You’ll be known as the real estate Friendster
For as long as I have been working at Redfin we have received e-mails about our poor performance. This weekend we got an above average number of e-mail complaints about performance, I took several calls about performance, two long time users complained it had gotten worse and one of our developers said it was particularly bad.
From a concerned user:
The site takes too long to load on the initial visit. When it’s more than 20 seconds its too long. The search also takes too long. You really need to figure this out or you’ll be known as the real estate Friendster.
In typical fashion I politely responded about how we are working on it (which isn’t a lie, we are working on it, but performance isn’t a problem you normally solve over night) but one friend’s report nagged on my mind. 20 seconds to load the details page? That sounded really long. However, no one at Redfin was having pages take that long to load. We looked at our KeyNote monitoring but everything looked fine. We looked at our web servers, no bad web servers and the loads were a little higher than normal since 60 Minutes but not too bad. We looked at the traffic through the load balancer and it was up since 60 Minutes but not too bad. What was wrong?

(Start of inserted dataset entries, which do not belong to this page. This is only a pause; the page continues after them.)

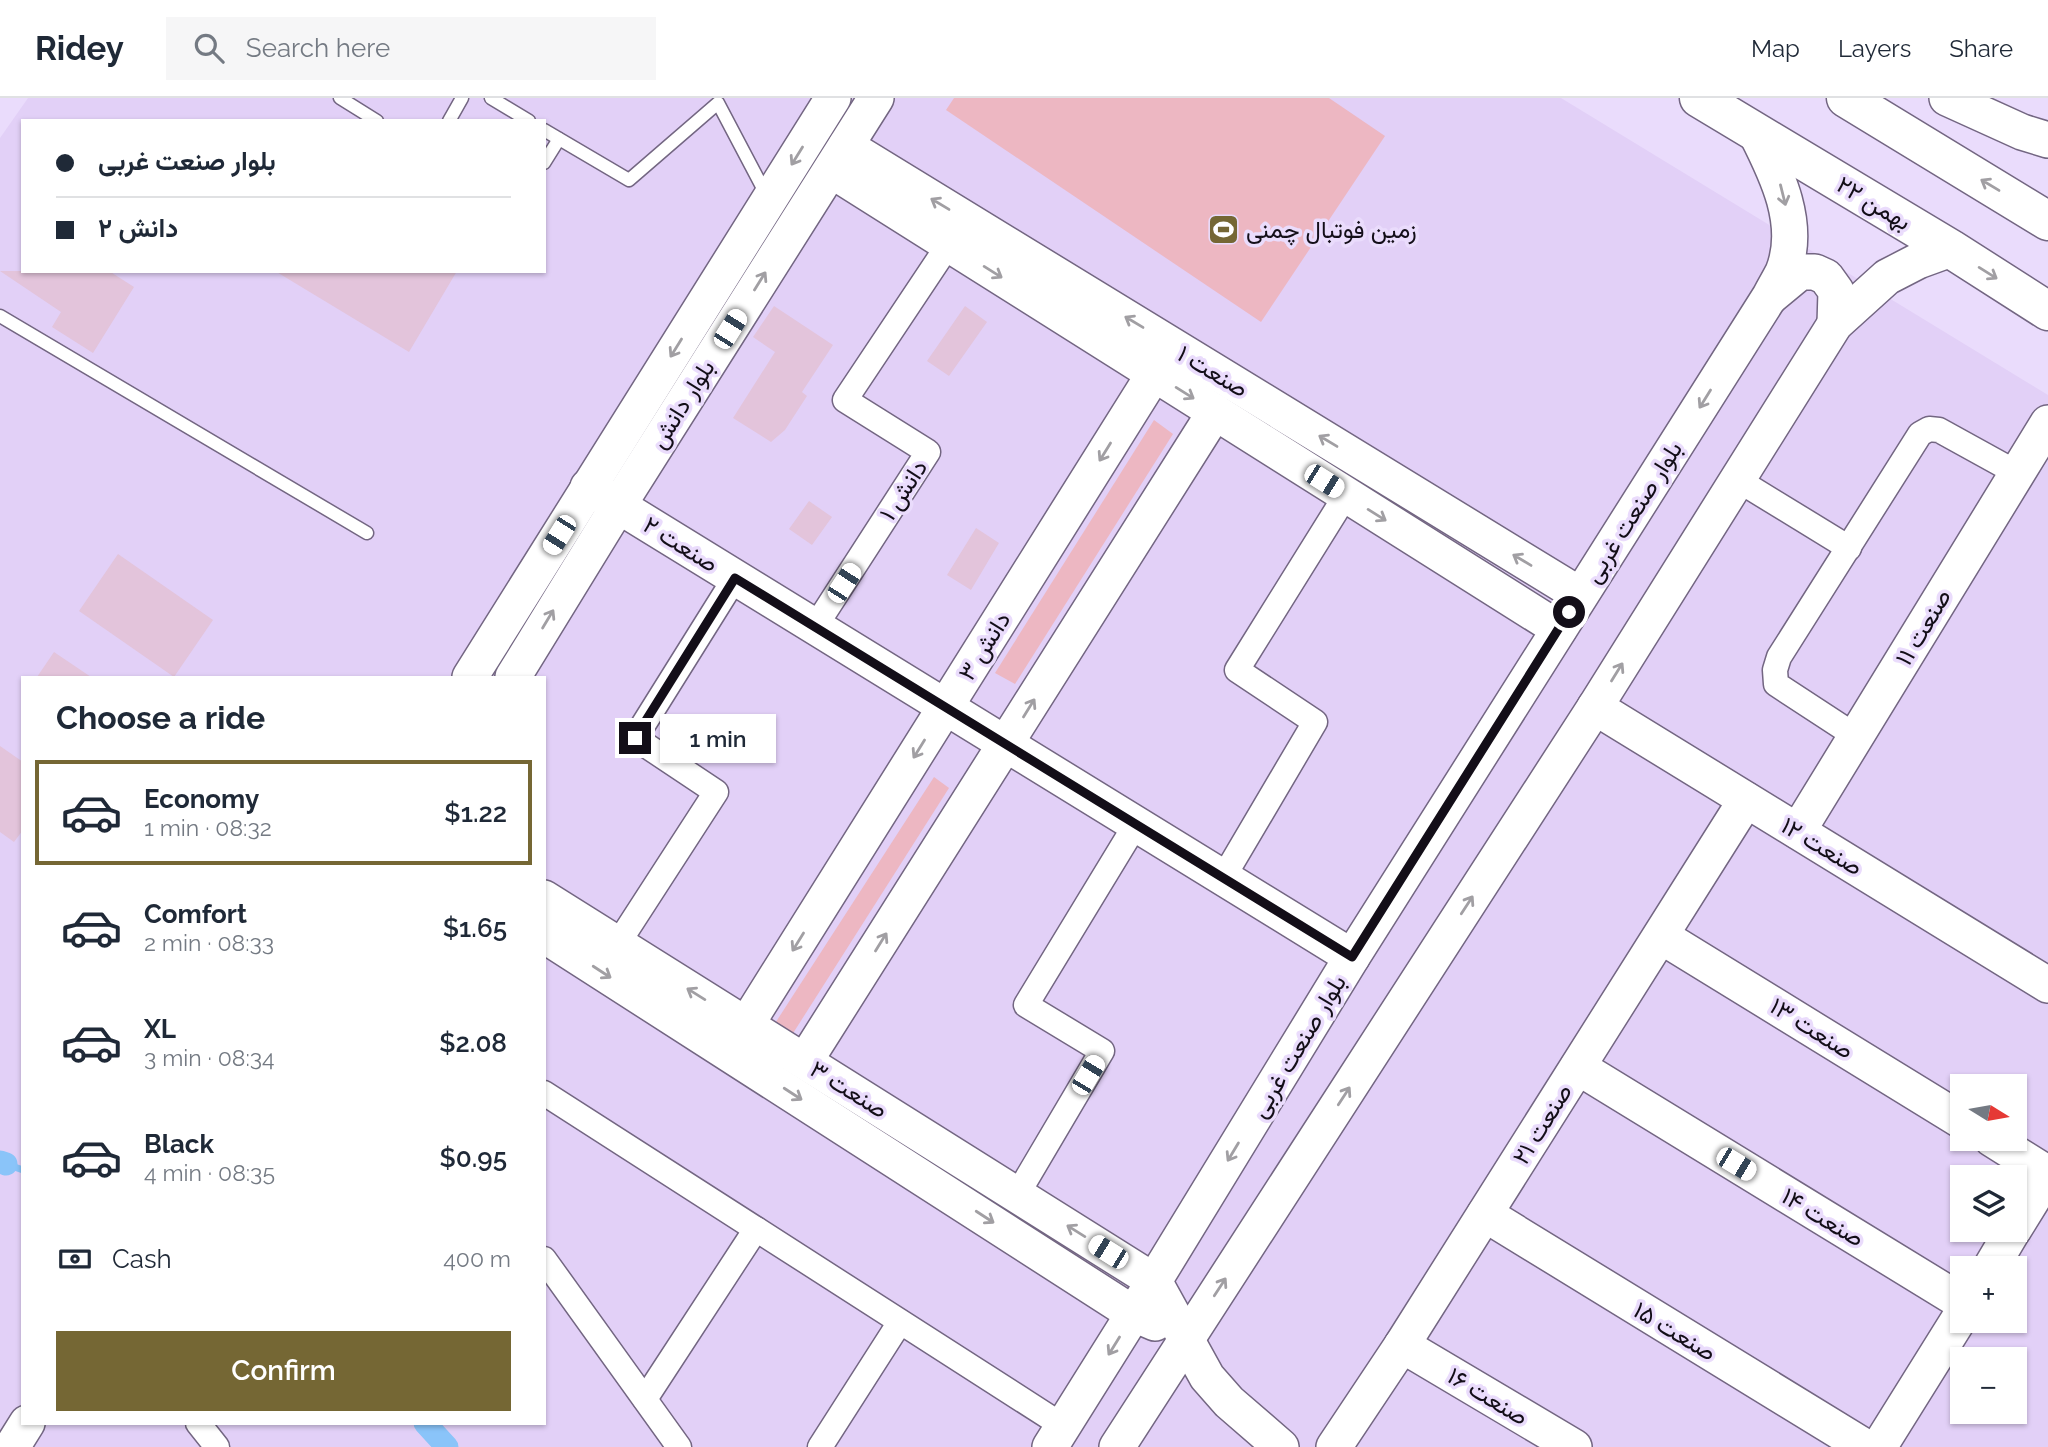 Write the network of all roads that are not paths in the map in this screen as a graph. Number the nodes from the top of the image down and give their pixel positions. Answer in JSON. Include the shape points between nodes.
{"nodes":[{"id":1,"x":340,"y":98,"type":"edge"},
{"id":2,"x":462,"y":98,"type":"edge"},
{"id":3,"x":491,"y":98,"type":"edge"},
{"id":4,"x":833,"y":98,"type":"edge"},
{"id":5,"x":876,"y":98,"type":"edge"},
{"id":6,"x":1699,"y":98,"type":"edge"},
{"id":7,"x":1846,"y":98,"type":"edge"},
{"id":8,"x":1947,"y":98,"type":"edge"},
{"id":9,"x":374,"y":119,"type":"edge"},
{"id":10,"x":450,"y":119,"type":"edge"},
{"id":11,"x":526,"y":119,"type":"edge"},
{"id":12,"x":546,"y":131,"type":"edge"},
{"id":13,"x":1756,"y":133,"type":"junction"},
{"id":14,"x":559,"y":139,"type":"junction"},
{"id":15,"x":2048,"y":140,"type":"edge"},
{"id":16,"x":838,"y":158,"type":"junction"},
{"id":17,"x":546,"y":160,"type":"edge"},
{"id":18,"x":769,"y":200,"type":"junction"},
{"id":19,"x":799,"y":219,"type":"junction"},
{"id":20,"x":2048,"y":221,"type":"edge"},
{"id":21,"x":949,"y":244,"type":"junction"},
{"id":22,"x":1951,"y":249,"type":"junction"},
{"id":23,"x":1770,"y":296,"type":"junction"},
{"id":24,"x":2048,"y":311,"type":"edge"},
{"id":25,"x":0,"y":316,"type":"edge"},
{"id":26,"x":1835,"y":324,"type":"junction"},
{"id":27,"x":1154,"y":373,"type":"junction"},
{"id":28,"x":1215,"y":412,"type":"junction"},
{"id":29,"x":2048,"y":423,"type":"edge"},
{"id":30,"x":2017,"y":473,"type":"junction"},
{"id":31,"x":1738,"y":480,"type":"junction"},
{"id":32,"x":589,"y":487,"type":"junction"},
{"id":33,"x":1346,"y":495,"type":"junction"},
{"id":34,"x":618,"y":506,"type":"junction"},
{"id":35,"x":367,"y":533,"type":"dead end"},
{"id":36,"x":1849,"y":548,"type":"junction"},
{"id":37,"x":735,"y":578,"type":"junction"},
{"id":38,"x":1580,"y":595,"type":"junction"},
{"id":39,"x":816,"y":627,"type":"junction"},
{"id":40,"x":1559,"y":629,"type":"junction"},
{"id":41,"x":471,"y":676,"type":"edge"},
{"id":42,"x":514,"y":676,"type":"edge"},
{"id":43,"x":945,"y":707,"type":"junction"},
{"id":44,"x":1595,"y":707,"type":"junction"},
{"id":45,"x":1857,"y":737,"type":"junction"},
{"id":46,"x":1006,"y":744,"type":"junction"},
{"id":47,"x":1746,"y":800,"type":"junction"},
{"id":48,"x":1136,"y":824,"type":"junction"},
{"id":49,"x":1798,"y":831,"type":"junction"},
{"id":50,"x":1223,"y":878,"type":"junction"},
{"id":51,"x":546,"y":899,"type":"edge"},
{"id":52,"x":546,"y":936,"type":"edge"},
{"id":53,"x":1661,"y":936,"type":"junction"},
{"id":54,"x":617,"y":945,"type":"junction"},
{"id":55,"x":1352,"y":957,"type":"junction"},
{"id":56,"x":2048,"y":985,"type":"edge"},
{"id":57,"x":746,"y":1025,"type":"junction"},
{"id":58,"x":805,"y":1061,"type":"junction"},
{"id":59,"x":1577,"y":1067,"type":"junction"},
{"id":60,"x":546,"y":1094,"type":"edge"},
{"id":61,"x":1950,"y":1114,"type":"edge"},
{"id":62,"x":2013,"y":1152,"type":"edge"},
{"id":63,"x":2048,"y":1174,"type":"edge"},
{"id":64,"x":1017,"y":1195,"type":"junction"},
{"id":65,"x":2027,"y":1209,"type":"edge"},
{"id":66,"x":1485,"y":1214,"type":"junction"},
{"id":67,"x":756,"y":1229,"type":"junction"},
{"id":68,"x":546,"y":1262,"type":"edge"},
{"id":69,"x":1154,"y":1281,"type":"junction"},
{"id":70,"x":1950,"y":1294,"type":"edge"},
{"id":71,"x":1134,"y":1314,"type":"junction"},
{"id":72,"x":900,"y":1322,"type":"junction"},
{"id":73,"x":1950,"y":1333,"type":"edge"},
{"id":74,"x":1186,"y":1338,"type":"junction"},
{"id":75,"x":1402,"y":1345,"type":"junction"},
{"id":76,"x":645,"y":1399,"type":"junction"},
{"id":77,"x":26,"y":1425,"type":"edge"},
{"id":78,"x":200,"y":1425,"type":"edge"},
{"id":79,"x":1056,"y":1437,"type":"edge"},
{"id":80,"x":12,"y":1447,"type":"edge"},
{"id":81,"x":216,"y":1447,"type":"edge"},
{"id":82,"x":679,"y":1447,"type":"edge"},
{"id":83,"x":820,"y":1447,"type":"edge"},
{"id":84,"x":1117,"y":1447,"type":"edge"},
{"id":85,"x":1281,"y":1447,"type":"edge"},
{"id":86,"x":1334,"y":1447,"type":"edge"},
{"id":87,"x":1574,"y":1447,"type":"edge"},
{"id":88,"x":1866,"y":1447,"type":"edge"},
{"id":89,"x":1880,"y":1447,"type":"edge"}],
"edges":[{"from":1,"to":9,"type":"lane"},
{"from":2,"to":10,"type":"lane"},
{"from":3,"to":11,"type":"lane"},
{"from":4,"to":18,"type":"street","name":"بلوار دانش","one_way":true},
{"from":5,"to":16,"type":"street","name":"بلوار دانش"},
{"from":6,"to":13,"type":"highway","name":"۲۲ بهمن"},
{"from":20,"to":7,"type":"highway","one_way":true},
{"from":8,"to":15,"type":"street"},
{"from":12,"to":14,"type":"lane"},
{"from":13,"to":22,"type":"highway","name":"۲۲ بهمن"},
{"from":13,"to":23,"type":"street","name":"بلوار صنعت غربی","one_way":true,"via":[[1777,173],[1790,225],[1784,270]]},
{"from":14,"to":17,"type":"lane"},
{"from":14,"to":18,"type":"lane","via":[[629,180],[718,103]]},
{"from":16,"to":19,"type":"street","name":"بلوار دانش"},
{"from":16,"to":21,"type":"street","name":"صنعت ۱"},
{"from":38,"to":16,"type":"street","name":"صنعت ۱","one_way":true},
{"from":18,"to":19,"type":"street"},
{"from":18,"to":32,"type":"street","name":"بلوار دانش","one_way":true},
{"from":34,"to":19,"type":"street","name":"بلوار دانش","one_way":true},
{"from":21,"to":27,"type":"street","name":"صنعت ۱","one_way":true},
{"from":21,"to":39,"type":"street","name":"دانش ۱","via":[[845,400],[928,452]]},
{"from":22,"to":24,"type":"highway","name":"۲۲ بهمن","one_way":true},
{"from":22,"to":26,"type":"street","via":[[1887,277]]},
{"from":23,"to":26,"type":"street","via":[[1800,272],[1826,276],[1836,291]]},
{"from":23,"to":38,"type":"street","name":"بلوار صنعت غربی","one_way":true},
{"from":25,"to":35,"type":"lane"},
{"from":26,"to":31,"type":"street"},
{"from":27,"to":28,"type":"street","name":"صنعت ۱","one_way":true},
{"from":27,"to":43,"type":"street","name":"دانش ۳","one_way":true},
{"from":28,"to":33,"type":"street","name":"صنعت ۱"},
{"from":46,"to":28,"type":"street","one_way":true},
{"from":29,"to":30,"type":"street","name":"صنعت ۱۱"},
{"from":30,"to":36,"type":"street","via":[[1939,430],[1929,429],[1920,434]]},
{"from":30,"to":45,"type":"street","name":"صنعت ۱۱"},
{"from":31,"to":36,"type":"street"},
{"from":44,"to":31,"type":"street","one_way":true},
{"from":32,"to":34,"type":"street","name":"صنعت ۲"},
{"from":32,"to":41,"type":"street","name":"بلوار دانش"},
{"from":33,"to":40,"type":"street","name":"صنعت ۱","one_way":true},
{"from":33,"to":50,"type":"street","via":[[1237,670],[1315,723]]},
{"from":34,"to":37,"type":"street","name":"صنعت ۲"},
{"from":42,"to":34,"type":"street","name":"بلوار دانش","one_way":true},
{"from":36,"to":45,"type":"street","via":[[1775,670],[1776,684]]},
{"from":37,"to":39,"type":"street","name":"صنعت ۲"},
{"from":37,"to":54,"type":"street","via":[[635,738],[716,792]]},
{"from":38,"to":40,"type":"street","name":"بلوار صنعت غربی"},
{"from":39,"to":43,"type":"street","name":"صنعت ۲"},
{"from":40,"to":55,"type":"street","name":"بلوار صنعت غربی"},
{"from":43,"to":46,"type":"street","name":"صنعت ۲"},
{"from":43,"to":57,"type":"street","name":"دانش ۳","one_way":true},
{"from":44,"to":47,"type":"street","name":"صنعت ۱۲"},
{"from":74,"to":44,"type":"street","one_way":true},
{"from":45,"to":49,"type":"street","name":"صنعت ۱۱"},
{"from":46,"to":48,"type":"street","name":"صنعت ۲"},
{"from":58,"to":46,"type":"street","one_way":true},
{"from":47,"to":49,"type":"street","name":"صنعت ۱۲"},
{"from":47,"to":53,"type":"street","name":"صنعت ۲۱"},
{"from":48,"to":50,"type":"street","name":"صنعت ۲"},
{"from":48,"to":64,"type":"street","via":[[1026,1005],[1102,1051]]},
{"from":49,"to":56,"type":"street","name":"صنعت ۱۲"},
{"from":50,"to":55,"type":"street","name":"صنعت ۲"},
{"from":51,"to":54,"type":"street","name":"صنعت ۳"},
{"from":52,"to":71,"type":"street","name":"صنعت ۳","one_way":true},
{"from":53,"to":59,"type":"street","name":"صنعت ۲۱"},
{"from":53,"to":61,"type":"street","name":"صنعت ۱۳"},
{"from":57,"to":54,"type":"street","name":"صنعت ۳","one_way":true},
{"from":55,"to":69,"type":"street","name":"بلوار صنعت غربی","one_way":true},
{"from":57,"to":58,"type":"street","name":"صنعت ۳"},
{"from":58,"to":64,"type":"street","name":"صنعت ۳"},
{"from":59,"to":66,"type":"street","name":"صنعت ۲۱"},
{"from":59,"to":70,"type":"street","name":"صنعت ۱۴"},
{"from":60,"to":67,"type":"street"},
{"from":62,"to":63,"type":"street"},
{"from":63,"to":65,"type":"street"},
{"from":69,"to":64,"type":"street","name":"صنعت ۳","one_way":true},
{"from":66,"to":75,"type":"street","name":"صنعت ۲۱"},
{"from":66,"to":88,"type":"street","name":"صنعت ۱۵"},
{"from":67,"to":72,"type":"street"},
{"from":67,"to":76,"type":"street"},
{"from":68,"to":76,"type":"street"},
{"from":69,"to":71,"type":"street","name":"بلوار صنعت غربی"},
{"from":69,"to":74,"type":"street"},
{"from":71,"to":74,"type":"street","name":"صنعت ۳"},
{"from":71,"to":79,"type":"street","name":"بلوار صنعت غربی","one_way":true},
{"from":72,"to":79,"type":"street"},
{"from":72,"to":83,"type":"street"},
{"from":73,"to":89,"type":"street"},
{"from":74,"to":84,"type":"street"},
{"from":74,"to":85,"type":"street","via":[[1207,1377]]},
{"from":75,"to":86,"type":"street","name":"صنعت ۲۱"},
{"from":75,"to":87,"type":"street","name":"صنعت ۱۶"},
{"from":76,"to":82,"type":"street"},
{"from":77,"to":80,"type":"street"},
{"from":78,"to":81,"type":"street"}]}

Puzzled I e-mailed my friend back and asked him to install Firebug to take a look at all the HTTP requests our page was making to see if he could identify which one was taking an abnormal amount of time. Turns out it was the initial request which was puzzling since we weren’t seeing the problem. Being a tester at Microsoft he decided to experiment and noticed that logging out drastically improved performance. Once we found this out we all tried logging in and logging out. No one noticed a difference except for one account belonging to our CTO which turned out to have the same problem.
Still we were puzzled. The performance problem was occurring on the details page which shouldn’t make any requests to the user table. Or does it? We used A Poor Man’s Query Profiler and found out that for some user accounts we were making 2100 SQL queries when they hit pages which should not have resulted in a single query. Digging deeper into our login validation we found a bug in our hibernate mapping that caused us to relate PersonId to LoginId and then chain together object loads. We figure this effected at least 700 registered users.
Not wanting to be known as the real estate of Friendster a few hard working developers fixed this last night.
What’s interesting is that no one at Redfin happened to have an account they used frequently which repro’d the problem. Or that new accounts had the problem. What’s also interesting is how the issue came to head only after 60 Minutes caused an increase in both server load and an increase in user registrations which aggravated the problem to the point some users found it completely unacceptable.
Of course there is still much more work that we want to fix on performance but this at least solves a major problem.
We owe a big thanks to Justin the Microsoft tester and Redfin customer who gave us the first big clue to solving this puzzle.